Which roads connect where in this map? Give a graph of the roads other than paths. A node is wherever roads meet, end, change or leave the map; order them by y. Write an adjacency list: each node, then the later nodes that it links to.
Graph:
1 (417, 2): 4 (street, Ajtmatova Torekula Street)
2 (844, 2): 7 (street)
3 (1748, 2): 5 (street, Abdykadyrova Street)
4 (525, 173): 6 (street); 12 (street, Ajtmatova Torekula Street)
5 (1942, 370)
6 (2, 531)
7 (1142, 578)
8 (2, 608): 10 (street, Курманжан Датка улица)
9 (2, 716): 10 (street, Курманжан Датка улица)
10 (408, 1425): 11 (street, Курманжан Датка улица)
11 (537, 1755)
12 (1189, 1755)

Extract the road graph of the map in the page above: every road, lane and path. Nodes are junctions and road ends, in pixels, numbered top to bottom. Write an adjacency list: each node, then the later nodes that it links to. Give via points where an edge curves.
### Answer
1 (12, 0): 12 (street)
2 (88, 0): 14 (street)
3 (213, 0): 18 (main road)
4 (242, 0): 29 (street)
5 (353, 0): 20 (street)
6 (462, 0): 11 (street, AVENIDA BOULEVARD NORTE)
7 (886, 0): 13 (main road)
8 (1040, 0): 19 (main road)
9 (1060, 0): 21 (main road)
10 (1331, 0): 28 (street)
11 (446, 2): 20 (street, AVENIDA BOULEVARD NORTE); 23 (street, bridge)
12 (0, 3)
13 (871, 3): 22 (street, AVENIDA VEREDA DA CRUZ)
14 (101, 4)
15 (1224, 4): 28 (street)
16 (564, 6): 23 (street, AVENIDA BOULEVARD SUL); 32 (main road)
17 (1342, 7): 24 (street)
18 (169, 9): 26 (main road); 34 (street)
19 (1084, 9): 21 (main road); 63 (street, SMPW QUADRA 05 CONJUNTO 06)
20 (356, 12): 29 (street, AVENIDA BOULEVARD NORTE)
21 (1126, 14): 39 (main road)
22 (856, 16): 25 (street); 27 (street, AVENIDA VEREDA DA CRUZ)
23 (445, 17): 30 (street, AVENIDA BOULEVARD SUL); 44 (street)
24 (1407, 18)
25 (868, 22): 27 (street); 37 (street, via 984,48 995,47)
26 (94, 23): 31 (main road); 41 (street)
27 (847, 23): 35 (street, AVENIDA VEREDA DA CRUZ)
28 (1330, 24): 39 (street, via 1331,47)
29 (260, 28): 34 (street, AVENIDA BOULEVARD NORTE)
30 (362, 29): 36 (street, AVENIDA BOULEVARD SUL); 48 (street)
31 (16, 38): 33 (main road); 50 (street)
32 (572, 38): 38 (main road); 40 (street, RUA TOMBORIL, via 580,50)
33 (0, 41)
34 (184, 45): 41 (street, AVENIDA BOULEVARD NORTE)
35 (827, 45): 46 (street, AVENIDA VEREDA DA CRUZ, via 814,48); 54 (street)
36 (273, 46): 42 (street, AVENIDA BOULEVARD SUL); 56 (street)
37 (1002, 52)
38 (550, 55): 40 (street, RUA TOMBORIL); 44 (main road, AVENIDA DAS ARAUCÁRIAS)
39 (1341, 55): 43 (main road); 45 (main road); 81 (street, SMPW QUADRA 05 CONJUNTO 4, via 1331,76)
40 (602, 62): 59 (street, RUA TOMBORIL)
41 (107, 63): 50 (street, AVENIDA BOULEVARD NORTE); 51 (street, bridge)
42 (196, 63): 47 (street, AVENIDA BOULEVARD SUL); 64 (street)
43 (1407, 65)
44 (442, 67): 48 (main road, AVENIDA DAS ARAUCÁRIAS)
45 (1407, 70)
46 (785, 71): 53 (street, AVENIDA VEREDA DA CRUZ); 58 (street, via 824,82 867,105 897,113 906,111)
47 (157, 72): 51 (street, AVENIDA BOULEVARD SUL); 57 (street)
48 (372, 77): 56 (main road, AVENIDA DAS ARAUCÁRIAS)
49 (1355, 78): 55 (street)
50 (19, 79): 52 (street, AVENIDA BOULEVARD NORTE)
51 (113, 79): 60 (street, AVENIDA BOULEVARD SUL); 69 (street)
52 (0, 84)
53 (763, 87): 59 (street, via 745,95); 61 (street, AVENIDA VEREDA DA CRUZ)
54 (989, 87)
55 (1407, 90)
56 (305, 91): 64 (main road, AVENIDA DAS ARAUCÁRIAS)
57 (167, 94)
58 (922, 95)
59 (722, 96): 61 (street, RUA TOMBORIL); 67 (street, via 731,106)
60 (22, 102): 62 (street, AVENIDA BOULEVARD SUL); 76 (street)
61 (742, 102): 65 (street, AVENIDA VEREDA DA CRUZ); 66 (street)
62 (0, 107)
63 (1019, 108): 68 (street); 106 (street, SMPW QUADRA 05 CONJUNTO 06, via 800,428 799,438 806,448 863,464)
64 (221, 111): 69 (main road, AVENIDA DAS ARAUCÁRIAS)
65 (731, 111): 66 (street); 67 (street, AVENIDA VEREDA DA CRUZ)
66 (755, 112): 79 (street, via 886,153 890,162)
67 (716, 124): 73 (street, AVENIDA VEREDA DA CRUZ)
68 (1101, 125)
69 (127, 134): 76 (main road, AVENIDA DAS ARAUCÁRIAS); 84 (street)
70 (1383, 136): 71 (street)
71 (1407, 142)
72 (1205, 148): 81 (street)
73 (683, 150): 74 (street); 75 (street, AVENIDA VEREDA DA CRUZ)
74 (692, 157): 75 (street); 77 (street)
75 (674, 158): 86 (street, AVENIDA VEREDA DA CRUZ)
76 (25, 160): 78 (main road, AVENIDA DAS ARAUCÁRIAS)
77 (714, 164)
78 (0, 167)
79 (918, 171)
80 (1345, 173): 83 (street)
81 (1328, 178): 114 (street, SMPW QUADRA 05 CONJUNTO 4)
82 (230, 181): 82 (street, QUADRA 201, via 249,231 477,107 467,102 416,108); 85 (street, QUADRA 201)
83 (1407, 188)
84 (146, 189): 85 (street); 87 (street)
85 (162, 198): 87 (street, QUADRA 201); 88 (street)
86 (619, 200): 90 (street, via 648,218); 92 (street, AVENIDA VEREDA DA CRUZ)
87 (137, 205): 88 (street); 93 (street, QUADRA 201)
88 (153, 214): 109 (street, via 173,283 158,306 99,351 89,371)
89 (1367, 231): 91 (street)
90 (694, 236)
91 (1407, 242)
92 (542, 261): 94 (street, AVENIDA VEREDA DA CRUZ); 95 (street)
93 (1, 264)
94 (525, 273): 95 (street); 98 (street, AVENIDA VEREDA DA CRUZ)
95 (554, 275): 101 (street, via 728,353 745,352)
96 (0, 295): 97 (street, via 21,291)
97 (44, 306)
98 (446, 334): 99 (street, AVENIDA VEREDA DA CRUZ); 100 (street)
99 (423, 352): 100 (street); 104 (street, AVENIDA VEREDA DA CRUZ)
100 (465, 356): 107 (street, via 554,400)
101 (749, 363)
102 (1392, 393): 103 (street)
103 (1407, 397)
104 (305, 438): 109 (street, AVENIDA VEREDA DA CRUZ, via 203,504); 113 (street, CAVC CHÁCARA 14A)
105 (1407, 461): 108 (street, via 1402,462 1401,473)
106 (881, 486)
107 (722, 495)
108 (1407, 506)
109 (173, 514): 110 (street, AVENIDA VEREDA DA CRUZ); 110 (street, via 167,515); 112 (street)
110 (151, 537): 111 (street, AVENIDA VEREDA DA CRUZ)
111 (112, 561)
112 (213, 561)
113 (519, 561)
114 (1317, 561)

* Your assignment
Sift the material for lines with the string "Give". Copy each one found.

* Solved problem
Which roads connect where in this map? Give a graph of the roads other than paths. A node is wherever roads meet, end, change or leave the map; order them by y. Write an adjacency list: each node, then the later nodes that it links to.
Extract the road graph of the map in the page above: every road, lane and path. Nodes are junctions and road ends, in pixels, numbered top to bottom. Write an adjacency list: each node, then the later nodes that it links to. Give via points where an edge curves.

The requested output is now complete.